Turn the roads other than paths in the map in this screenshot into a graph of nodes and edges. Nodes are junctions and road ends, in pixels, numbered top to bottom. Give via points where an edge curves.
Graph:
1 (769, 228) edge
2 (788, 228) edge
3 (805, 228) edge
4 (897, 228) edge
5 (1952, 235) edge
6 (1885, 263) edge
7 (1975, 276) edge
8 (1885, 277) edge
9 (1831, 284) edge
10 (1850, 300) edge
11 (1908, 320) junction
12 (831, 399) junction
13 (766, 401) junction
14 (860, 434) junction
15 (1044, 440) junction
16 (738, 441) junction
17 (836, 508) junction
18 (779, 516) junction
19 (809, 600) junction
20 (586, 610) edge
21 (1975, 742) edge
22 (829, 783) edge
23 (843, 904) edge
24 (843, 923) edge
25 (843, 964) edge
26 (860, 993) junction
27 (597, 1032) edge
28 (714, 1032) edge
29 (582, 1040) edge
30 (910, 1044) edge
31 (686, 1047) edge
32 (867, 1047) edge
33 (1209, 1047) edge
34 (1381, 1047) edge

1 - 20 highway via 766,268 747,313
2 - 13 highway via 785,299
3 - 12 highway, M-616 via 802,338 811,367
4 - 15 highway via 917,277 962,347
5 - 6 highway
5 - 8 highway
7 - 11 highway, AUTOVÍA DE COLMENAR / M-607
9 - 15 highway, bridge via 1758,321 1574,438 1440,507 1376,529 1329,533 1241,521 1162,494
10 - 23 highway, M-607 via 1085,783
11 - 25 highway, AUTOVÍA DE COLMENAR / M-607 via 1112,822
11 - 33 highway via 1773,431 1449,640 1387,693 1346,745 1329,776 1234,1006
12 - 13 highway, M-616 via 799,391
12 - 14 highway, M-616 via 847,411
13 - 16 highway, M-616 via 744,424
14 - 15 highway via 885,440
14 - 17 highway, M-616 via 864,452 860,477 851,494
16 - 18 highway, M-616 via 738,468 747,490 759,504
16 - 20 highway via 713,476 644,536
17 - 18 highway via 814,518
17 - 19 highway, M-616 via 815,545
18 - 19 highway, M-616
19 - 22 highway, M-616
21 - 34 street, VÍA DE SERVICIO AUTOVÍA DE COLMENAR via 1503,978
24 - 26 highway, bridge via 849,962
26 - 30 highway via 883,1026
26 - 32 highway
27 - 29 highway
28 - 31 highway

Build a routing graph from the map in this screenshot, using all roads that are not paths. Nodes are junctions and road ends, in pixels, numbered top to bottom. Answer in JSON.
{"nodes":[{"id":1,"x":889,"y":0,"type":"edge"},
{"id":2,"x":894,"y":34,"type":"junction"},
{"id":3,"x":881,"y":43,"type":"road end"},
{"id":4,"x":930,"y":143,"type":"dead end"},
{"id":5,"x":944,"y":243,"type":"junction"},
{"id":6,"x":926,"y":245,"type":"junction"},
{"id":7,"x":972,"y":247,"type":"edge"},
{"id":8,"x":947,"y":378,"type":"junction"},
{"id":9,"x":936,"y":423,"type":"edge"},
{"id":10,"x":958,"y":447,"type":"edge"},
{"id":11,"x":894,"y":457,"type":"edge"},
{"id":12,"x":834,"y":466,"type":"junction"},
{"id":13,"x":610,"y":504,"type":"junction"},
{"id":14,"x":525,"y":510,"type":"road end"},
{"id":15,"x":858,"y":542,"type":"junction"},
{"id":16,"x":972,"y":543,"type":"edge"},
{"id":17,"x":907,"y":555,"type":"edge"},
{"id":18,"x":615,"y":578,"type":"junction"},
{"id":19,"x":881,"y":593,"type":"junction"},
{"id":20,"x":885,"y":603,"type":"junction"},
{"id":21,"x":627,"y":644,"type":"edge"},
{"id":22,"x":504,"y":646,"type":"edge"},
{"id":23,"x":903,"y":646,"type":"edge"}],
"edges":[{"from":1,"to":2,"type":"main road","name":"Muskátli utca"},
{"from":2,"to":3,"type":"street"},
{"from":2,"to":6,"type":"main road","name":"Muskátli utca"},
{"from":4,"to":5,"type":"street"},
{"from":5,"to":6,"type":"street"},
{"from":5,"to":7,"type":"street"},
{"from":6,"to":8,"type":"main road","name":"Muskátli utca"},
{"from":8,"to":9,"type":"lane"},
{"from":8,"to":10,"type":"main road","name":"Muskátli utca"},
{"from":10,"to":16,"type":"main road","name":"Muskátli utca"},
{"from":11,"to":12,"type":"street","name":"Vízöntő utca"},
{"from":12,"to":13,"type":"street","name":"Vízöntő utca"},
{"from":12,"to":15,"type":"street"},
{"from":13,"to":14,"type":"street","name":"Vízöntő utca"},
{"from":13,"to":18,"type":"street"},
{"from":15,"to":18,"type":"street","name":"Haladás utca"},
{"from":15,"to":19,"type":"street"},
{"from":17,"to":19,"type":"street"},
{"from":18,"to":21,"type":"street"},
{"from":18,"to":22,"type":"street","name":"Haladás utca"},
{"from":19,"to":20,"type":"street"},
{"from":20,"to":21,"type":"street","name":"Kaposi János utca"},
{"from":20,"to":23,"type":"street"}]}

========

» ASSIGNMENT:
Every line of the material that holds "paths" should be copied out as the answer.

» YOUR SOLUTION:
Turn the roads other than paths in the map in this screenshot into a graph of nodes and edges. Nodes are junctions and road ends, in pixels, numbered top to bottom. Give via points where an edge curves.
Build a routing graph from the map in this screenshot, using all roads that are not paths. Nodes are junctions and road ends, in pixels, numbered top to bottom. Answer in JSON.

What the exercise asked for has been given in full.